____ Supplied records

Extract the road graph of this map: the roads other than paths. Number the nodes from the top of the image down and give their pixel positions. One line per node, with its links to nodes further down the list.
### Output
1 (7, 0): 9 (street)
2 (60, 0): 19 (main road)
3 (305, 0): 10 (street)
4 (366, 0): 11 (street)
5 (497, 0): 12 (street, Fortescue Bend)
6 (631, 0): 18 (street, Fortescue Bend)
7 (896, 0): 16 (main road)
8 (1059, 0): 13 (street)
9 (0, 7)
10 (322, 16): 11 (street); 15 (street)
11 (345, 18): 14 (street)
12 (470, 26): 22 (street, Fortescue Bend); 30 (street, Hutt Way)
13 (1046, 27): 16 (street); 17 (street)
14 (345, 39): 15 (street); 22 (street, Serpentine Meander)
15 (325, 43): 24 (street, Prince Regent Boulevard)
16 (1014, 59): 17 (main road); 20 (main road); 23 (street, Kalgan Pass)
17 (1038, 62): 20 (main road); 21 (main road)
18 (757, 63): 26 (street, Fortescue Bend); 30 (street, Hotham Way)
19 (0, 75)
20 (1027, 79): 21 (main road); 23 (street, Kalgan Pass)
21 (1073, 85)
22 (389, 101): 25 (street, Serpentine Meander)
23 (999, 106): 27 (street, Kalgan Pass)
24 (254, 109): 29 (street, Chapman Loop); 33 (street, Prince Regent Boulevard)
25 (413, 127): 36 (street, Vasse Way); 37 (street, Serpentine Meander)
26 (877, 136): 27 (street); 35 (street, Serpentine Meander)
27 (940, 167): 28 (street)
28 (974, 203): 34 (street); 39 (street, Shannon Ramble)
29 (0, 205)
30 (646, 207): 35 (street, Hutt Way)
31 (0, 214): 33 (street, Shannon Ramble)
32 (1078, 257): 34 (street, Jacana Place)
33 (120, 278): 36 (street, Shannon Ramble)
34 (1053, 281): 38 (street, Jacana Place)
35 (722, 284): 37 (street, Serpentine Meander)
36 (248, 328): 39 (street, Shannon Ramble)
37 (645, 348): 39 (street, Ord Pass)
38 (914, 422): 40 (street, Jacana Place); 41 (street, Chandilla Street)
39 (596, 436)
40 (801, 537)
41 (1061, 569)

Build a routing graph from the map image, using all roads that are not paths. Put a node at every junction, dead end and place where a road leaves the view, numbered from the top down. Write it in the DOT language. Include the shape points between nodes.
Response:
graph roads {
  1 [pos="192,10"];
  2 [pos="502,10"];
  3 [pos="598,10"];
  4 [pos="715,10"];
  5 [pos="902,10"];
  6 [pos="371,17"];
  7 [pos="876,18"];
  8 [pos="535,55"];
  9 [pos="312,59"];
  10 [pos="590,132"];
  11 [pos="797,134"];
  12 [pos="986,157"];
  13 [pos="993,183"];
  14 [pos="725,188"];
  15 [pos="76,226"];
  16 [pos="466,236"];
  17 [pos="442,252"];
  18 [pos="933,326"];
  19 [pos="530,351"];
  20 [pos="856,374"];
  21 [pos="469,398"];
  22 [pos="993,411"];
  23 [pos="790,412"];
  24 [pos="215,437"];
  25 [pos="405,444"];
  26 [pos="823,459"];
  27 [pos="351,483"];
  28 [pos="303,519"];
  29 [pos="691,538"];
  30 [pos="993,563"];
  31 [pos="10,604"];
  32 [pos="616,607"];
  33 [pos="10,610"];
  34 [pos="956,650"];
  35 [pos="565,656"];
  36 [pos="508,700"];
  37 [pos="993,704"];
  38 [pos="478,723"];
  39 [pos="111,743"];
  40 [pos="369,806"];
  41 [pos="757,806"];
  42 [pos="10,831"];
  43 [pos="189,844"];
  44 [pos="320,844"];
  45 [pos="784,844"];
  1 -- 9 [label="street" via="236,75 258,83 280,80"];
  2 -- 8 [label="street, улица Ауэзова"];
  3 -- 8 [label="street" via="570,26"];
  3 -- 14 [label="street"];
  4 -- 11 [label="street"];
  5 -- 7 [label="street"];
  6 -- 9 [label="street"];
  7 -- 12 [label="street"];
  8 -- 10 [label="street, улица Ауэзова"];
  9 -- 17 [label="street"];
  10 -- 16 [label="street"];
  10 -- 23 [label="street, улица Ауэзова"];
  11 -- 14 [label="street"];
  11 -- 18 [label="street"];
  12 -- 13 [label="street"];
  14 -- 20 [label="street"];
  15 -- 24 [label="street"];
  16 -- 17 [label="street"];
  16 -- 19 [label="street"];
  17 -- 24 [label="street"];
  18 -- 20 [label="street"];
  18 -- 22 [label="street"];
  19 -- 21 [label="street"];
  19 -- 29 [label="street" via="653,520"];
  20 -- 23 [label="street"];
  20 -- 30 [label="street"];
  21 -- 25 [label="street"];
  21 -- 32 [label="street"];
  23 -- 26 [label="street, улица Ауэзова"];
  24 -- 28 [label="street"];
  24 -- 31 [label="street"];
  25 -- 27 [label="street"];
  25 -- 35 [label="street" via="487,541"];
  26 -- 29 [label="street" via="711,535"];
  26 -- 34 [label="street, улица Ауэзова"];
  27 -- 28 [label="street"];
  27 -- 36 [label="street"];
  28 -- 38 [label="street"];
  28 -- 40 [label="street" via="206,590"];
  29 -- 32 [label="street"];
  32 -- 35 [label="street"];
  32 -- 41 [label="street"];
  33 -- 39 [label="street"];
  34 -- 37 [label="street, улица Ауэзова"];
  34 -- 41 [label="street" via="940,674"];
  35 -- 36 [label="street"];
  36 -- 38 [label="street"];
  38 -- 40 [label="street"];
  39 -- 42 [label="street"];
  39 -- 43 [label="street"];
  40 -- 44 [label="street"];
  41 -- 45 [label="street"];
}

________

▸ **Task**
Could you write out all the records exactly, please?

▸ **Problem solution**
Extract the road graph of this map: the roads other than paths. Number the nodes from the top of the image down and give their pixel positions. One line per node, with its links to nodes further down the list.
### Output
1 (7, 0): 9 (street)
2 (60, 0): 19 (main road)
3 (305, 0): 10 (street)
4 (366, 0): 11 (street)
5 (497, 0): 12 (street, Fortescue Bend)
6 (631, 0): 18 (street, Fortescue Bend)
7 (896, 0): 16 (main road)
8 (1059, 0): 13 (street)
9 (0, 7)
10 (322, 16): 11 (street); 15 (street)
11 (345, 18): 14 (street)
12 (470, 26): 22 (street, Fortescue Bend); 30 (street, Hutt Way)
13 (1046, 27): 16 (street); 17 (street)
14 (345, 39): 15 (street); 22 (street, Serpentine Meander)
15 (325, 43): 24 (street, Prince Regent Boulevard)
16 (1014, 59): 17 (main road); 20 (main road); 23 (street, Kalgan Pass)
17 (1038, 62): 20 (main road); 21 (main road)
18 (757, 63): 26 (street, Fortescue Bend); 30 (street, Hotham Way)
19 (0, 75)
20 (1027, 79): 21 (main road); 23 (street, Kalgan Pass)
21 (1073, 85)
22 (389, 101): 25 (street, Serpentine Meander)
23 (999, 106): 27 (street, Kalgan Pass)
24 (254, 109): 29 (street, Chapman Loop); 33 (street, Prince Regent Boulevard)
25 (413, 127): 36 (street, Vasse Way); 37 (street, Serpentine Meander)
26 (877, 136): 27 (street); 35 (street, Serpentine Meander)
27 (940, 167): 28 (street)
28 (974, 203): 34 (street); 39 (street, Shannon Ramble)
29 (0, 205)
30 (646, 207): 35 (street, Hutt Way)
31 (0, 214): 33 (street, Shannon Ramble)
32 (1078, 257): 34 (street, Jacana Place)
33 (120, 278): 36 (street, Shannon Ramble)
34 (1053, 281): 38 (street, Jacana Place)
35 (722, 284): 37 (street, Serpentine Meander)
36 (248, 328): 39 (street, Shannon Ramble)
37 (645, 348): 39 (street, Ord Pass)
38 (914, 422): 40 (street, Jacana Place); 41 (street, Chandilla Street)
39 (596, 436)
40 (801, 537)
41 (1061, 569)

Build a routing graph from the map image, using all roads that are not paths. Put a node at every junction, dead end and place where a road leaves the view, numbered from the top down. Write it in the DOT language. Include the shape points between nodes.
Response:
graph roads {
  1 [pos="192,10"];
  2 [pos="502,10"];
  3 [pos="598,10"];
  4 [pos="715,10"];
  5 [pos="902,10"];
  6 [pos="371,17"];
  7 [pos="876,18"];
  8 [pos="535,55"];
  9 [pos="312,59"];
  10 [pos="590,132"];
  11 [pos="797,134"];
  12 [pos="986,157"];
  13 [pos="993,183"];
  14 [pos="725,188"];
  15 [pos="76,226"];
  16 [pos="466,236"];
  17 [pos="442,252"];
  18 [pos="933,326"];
  19 [pos="530,351"];
  20 [pos="856,374"];
  21 [pos="469,398"];
  22 [pos="993,411"];
  23 [pos="790,412"];
  24 [pos="215,437"];
  25 [pos="405,444"];
  26 [pos="823,459"];
  27 [pos="351,483"];
  28 [pos="303,519"];
  29 [pos="691,538"];
  30 [pos="993,563"];
  31 [pos="10,604"];
  32 [pos="616,607"];
  33 [pos="10,610"];
  34 [pos="956,650"];
  35 [pos="565,656"];
  36 [pos="508,700"];
  37 [pos="993,704"];
  38 [pos="478,723"];
  39 [pos="111,743"];
  40 [pos="369,806"];
  41 [pos="757,806"];
  42 [pos="10,831"];
  43 [pos="189,844"];
  44 [pos="320,844"];
  45 [pos="784,844"];
  1 -- 9 [label="street" via="236,75 258,83 280,80"];
  2 -- 8 [label="street, улица Ауэзова"];
  3 -- 8 [label="street" via="570,26"];
  3 -- 14 [label="street"];
  4 -- 11 [label="street"];
  5 -- 7 [label="street"];
  6 -- 9 [label="street"];
  7 -- 12 [label="street"];
  8 -- 10 [label="street, улица Ауэзова"];
  9 -- 17 [label="street"];
  10 -- 16 [label="street"];
  10 -- 23 [label="street, улица Ауэзова"];
  11 -- 14 [label="street"];
  11 -- 18 [label="street"];
  12 -- 13 [label="street"];
  14 -- 20 [label="street"];
  15 -- 24 [label="street"];
  16 -- 17 [label="street"];
  16 -- 19 [label="street"];
  17 -- 24 [label="street"];
  18 -- 20 [label="street"];
  18 -- 22 [label="street"];
  19 -- 21 [label="street"];
  19 -- 29 [label="street" via="653,520"];
  20 -- 23 [label="street"];
  20 -- 30 [label="street"];
  21 -- 25 [label="street"];
  21 -- 32 [label="street"];
  23 -- 26 [label="street, улица Ауэзова"];
  24 -- 28 [label="street"];
  24 -- 31 [label="street"];
  25 -- 27 [label="street"];
  25 -- 35 [label="street" via="487,541"];
  26 -- 29 [label="street" via="711,535"];
  26 -- 34 [label="street, улица Ауэзова"];
  27 -- 28 [label="street"];
  27 -- 36 [label="street"];
  28 -- 38 [label="street"];
  28 -- 40 [label="street" via="206,590"];
  29 -- 32 [label="street"];
  32 -- 35 [label="street"];
  32 -- 41 [label="street"];
  33 -- 39 [label="street"];
  34 -- 37 [label="street, улица Ауэзова"];
  34 -- 41 [label="street" via="940,674"];
  35 -- 36 [label="street"];
  36 -- 38 [label="street"];
  38 -- 40 [label="street"];
  39 -- 42 [label="street"];
  39 -- 43 [label="street"];
  40 -- 44 [label="street"];
  41 -- 45 [label="street"];
}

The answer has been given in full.